Frage an Dirk Niebel von Joachim J. bezüglich Wirtschaft
Lieber Herr Niebel,
Da ich in Ihrer Diskussion mit Herrn Falken meine Webseite angesprochen worden ist, darf ich mich auch mit einer Frage melden, die sich aus Ihrer Antwort an Herrn Falken ergibt.
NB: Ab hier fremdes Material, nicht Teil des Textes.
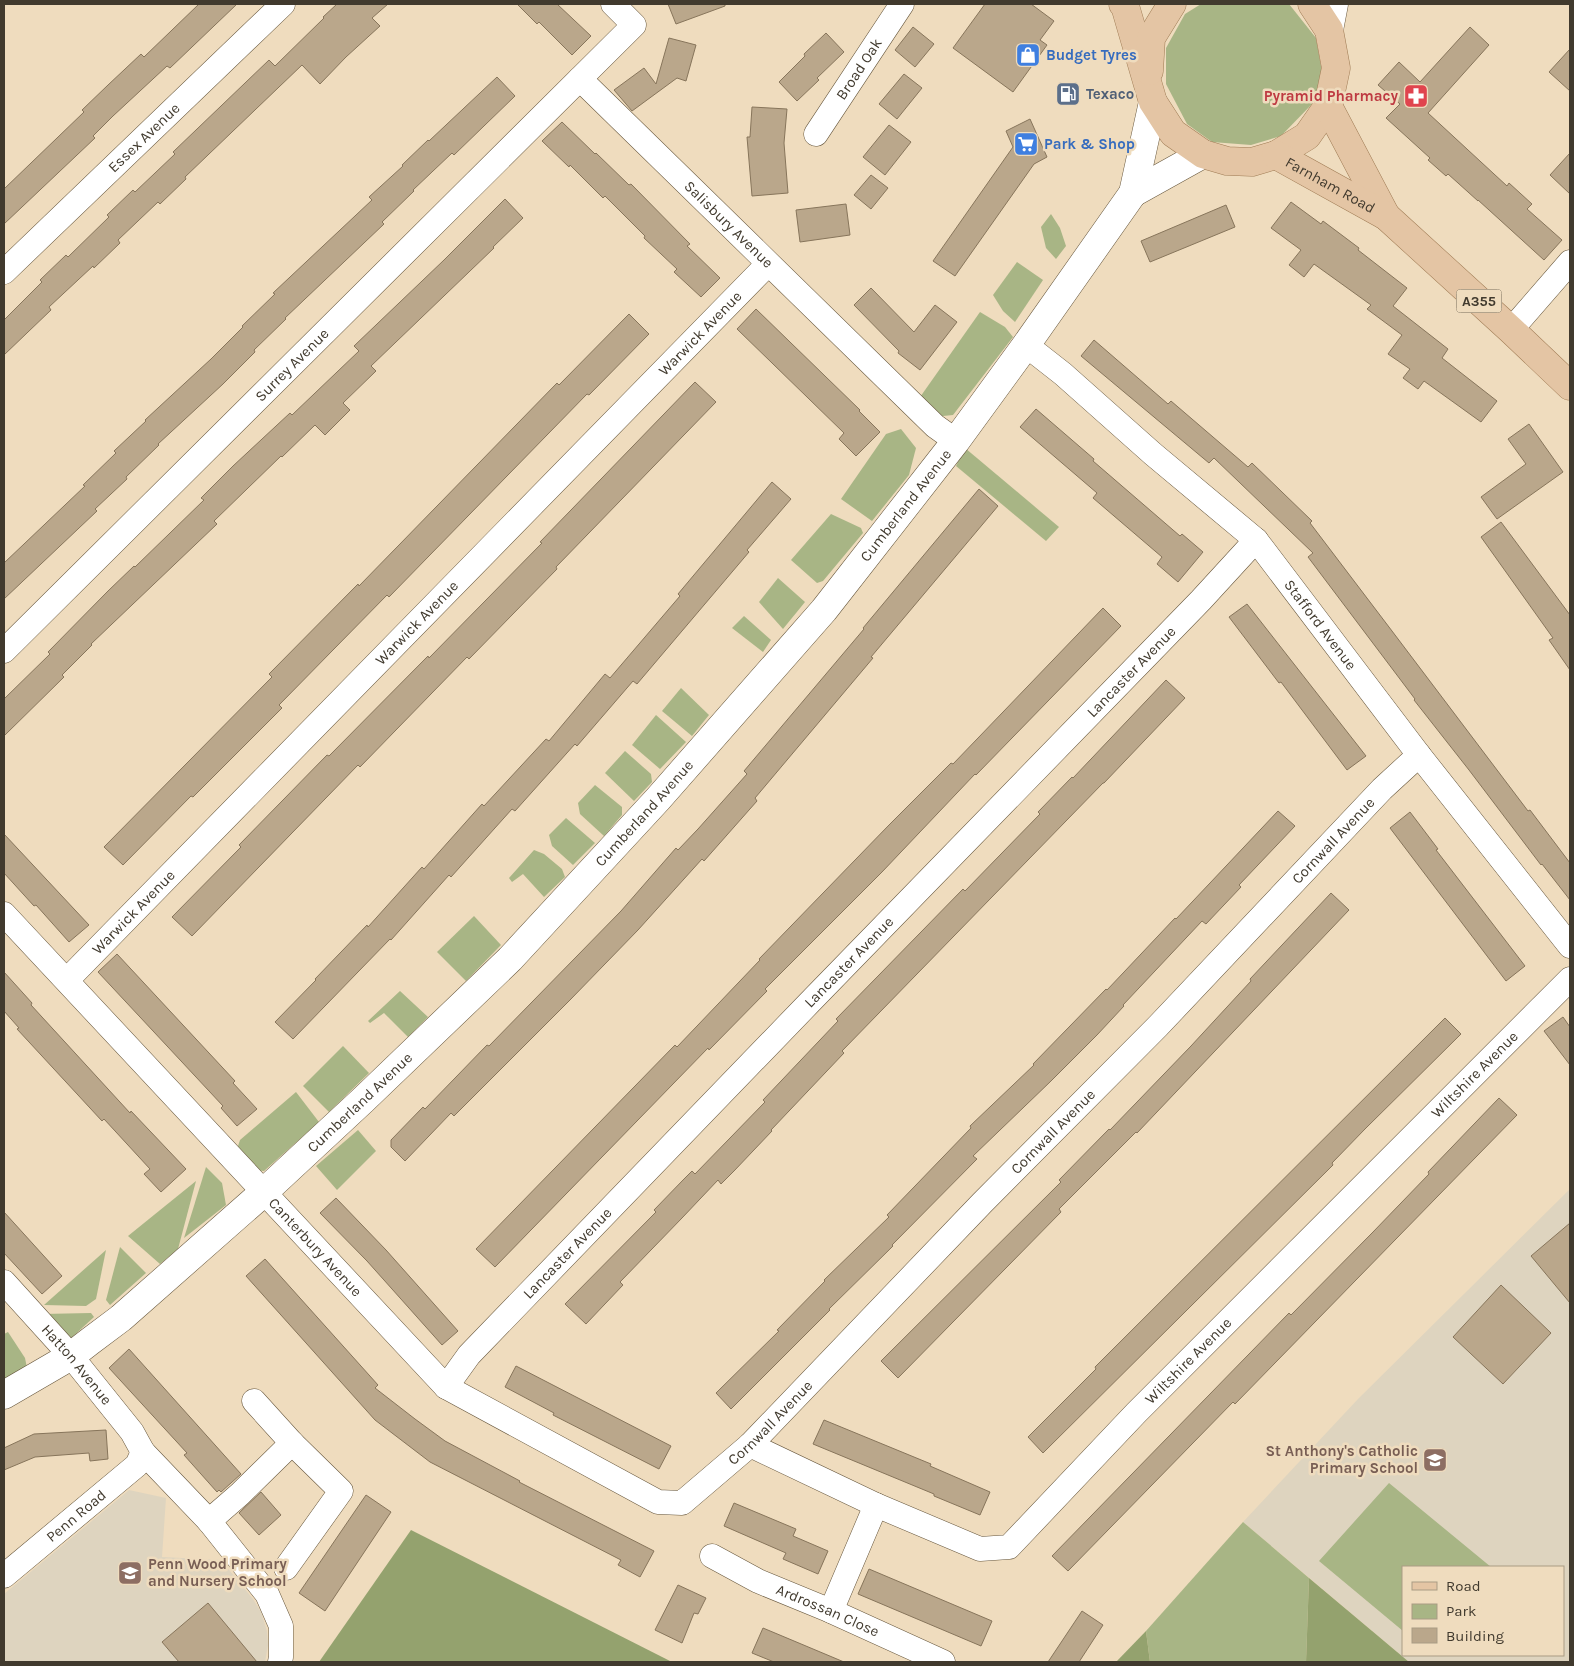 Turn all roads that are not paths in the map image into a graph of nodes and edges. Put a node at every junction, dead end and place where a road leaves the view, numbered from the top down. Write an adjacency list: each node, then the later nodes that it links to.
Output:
1 (283, 4): 19 (street, Essex Avenue)
2 (614, 4): 9 (street)
3 (902, 4): 12 (street, Broad Oak)
4 (1123, 4): 10 (main road, Farnham Road)
5 (1172, 4): 10 (main road)
6 (1312, 4): 8 (main road, Farnham Road)
7 (1334, 4): 8 (street)
8 (1329, 30): 11 (main road, Farnham Road)
9 (580, 79): 18 (street, Salisbury Avenue); 25 (street, Surrey Avenue)
10 (1150, 92): 13 (main road, Farnham Road); 15 (street, Cumberland Avenue)
11 (1328, 106): 14 (main road, Farnham Road); 16 (main road, Farnham Road / A355)
12 (816, 134)
13 (1203, 154): 14 (main road, Farnham Road); 15 (street, Cumberland Avenue)
14 (1276, 156): 16 (main road, Farnham Road / A355)
15 (1133, 193): 21 (street, Cumberland Avenue)
16 (1386, 216): 20 (main road, Farnham Road / A355)
17 (1570, 262): 20 (street)
18 (768, 264): 23 (street, Salisbury Avenue); 30 (street, Warwick Avenue)
19 (4, 272)
20 (1511, 330): 22 (main road, Farnham Road / A355)
21 (1026, 345): 23 (street, Cumberland Avenue); 24 (street, Stafford Avenue)
22 (1570, 386)
23 (956, 442): 31 (street, Cumberland Avenue)
24 (1256, 540): 26 (street, Stafford Avenue); 34 (street, Lancaster Avenue)
25 (4, 651)
26 (1419, 755): 28 (street, Stafford Avenue); 38 (street, Cornwall Avenue)
27 (4, 914): 30 (street, Canterbury Avenue)
28 (1570, 946)
29 (1570, 979): 41 (street, Wiltshire Avenue)
30 (66, 980): 31 (street, Canterbury Avenue)
31 (264, 1192): 33 (street, Cumberland Avenue); 34 (street, Canterbury Avenue)
32 (4, 1282): 33 (street, Hatton Avenue)
33 (71, 1356): 35 (street, Cumberland Avenue); 39 (street, Hatton Avenue)
34 (446, 1387): 40 (street, Canterbury Avenue)
35 (4, 1395)
36 (254, 1401): 37 (street)
37 (292, 1443): 42 (street); 44 (street)
38 (750, 1445): 40 (street, Cornwall Avenue); 41 (street, Wiltshire Avenue)
39 (143, 1452): 42 (street, Hatton Avenue); 45 (street, Penn Road)
40 (682, 1503)
41 (876, 1505): 46 (street)
42 (209, 1521): 47 (street, Hatton Avenue)
43 (712, 1556): 46 (street, Ardrossan Close)
44 (286, 1568)
45 (4, 1576)
46 (831, 1611): 48 (street, Ardrossan Close)
47 (280, 1662)
48 (943, 1662)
Sie haben die unterschiedliche Entwicklung von Löhnen und Gewinnen in Deutschland auf zu hohe deutsche Steuern und Lohnnebenkosten sowie das Ausbleiben notwendiger Arbeitsmarktreformen in Deutschland zurückgeführt. Mich würde deshalb interessieren, wie dazu Ihrer Meinung nach die gleiche Öffnung der sozialen Schere in allen alten Industrieländern paßt (siehe z.B. Grafik vom Chefvolkswirt der internationalen Investmentbank Morgan Stanley auf http://www.jjahnke.net/index_files/12354.gif ). Viele der Länder, die gewichtet in diese Erfassung eingegangen sind, z.B. USA und Großbritannien, haben kaum Kündigungsschutz und sehr niedrige Lohnnebenkosten und Steuern.
Mit freundlichen Grüßen
Joachim Jahnke
Sehr geehrter Herr Jahnke,
in einigen OECD-Ländern waren Strategien zur Schaffung von Arbeitsplätzen erfolgreich. Es ist wichtig, den Anteil der Erwerbsfähigen zu erhöhen, die tatsächlich arbeiten. Stattdessen hat nach Angaben des IAB die sozialversicherungspflichtige Beschäftigung seit 1991 um 3,8 Millionen Personen oder 13 Prozent abgenommen, die Vollzeitbeschäftigung sogar um 5 Millionen bzw. 18 Prozent. Der Anteil der Erwerbstätigen hat sich kaum verändert, weil Teilzeitbeschäftigung, geringfügige Beschäftigung und Selbstständigkeit zugelegt haben.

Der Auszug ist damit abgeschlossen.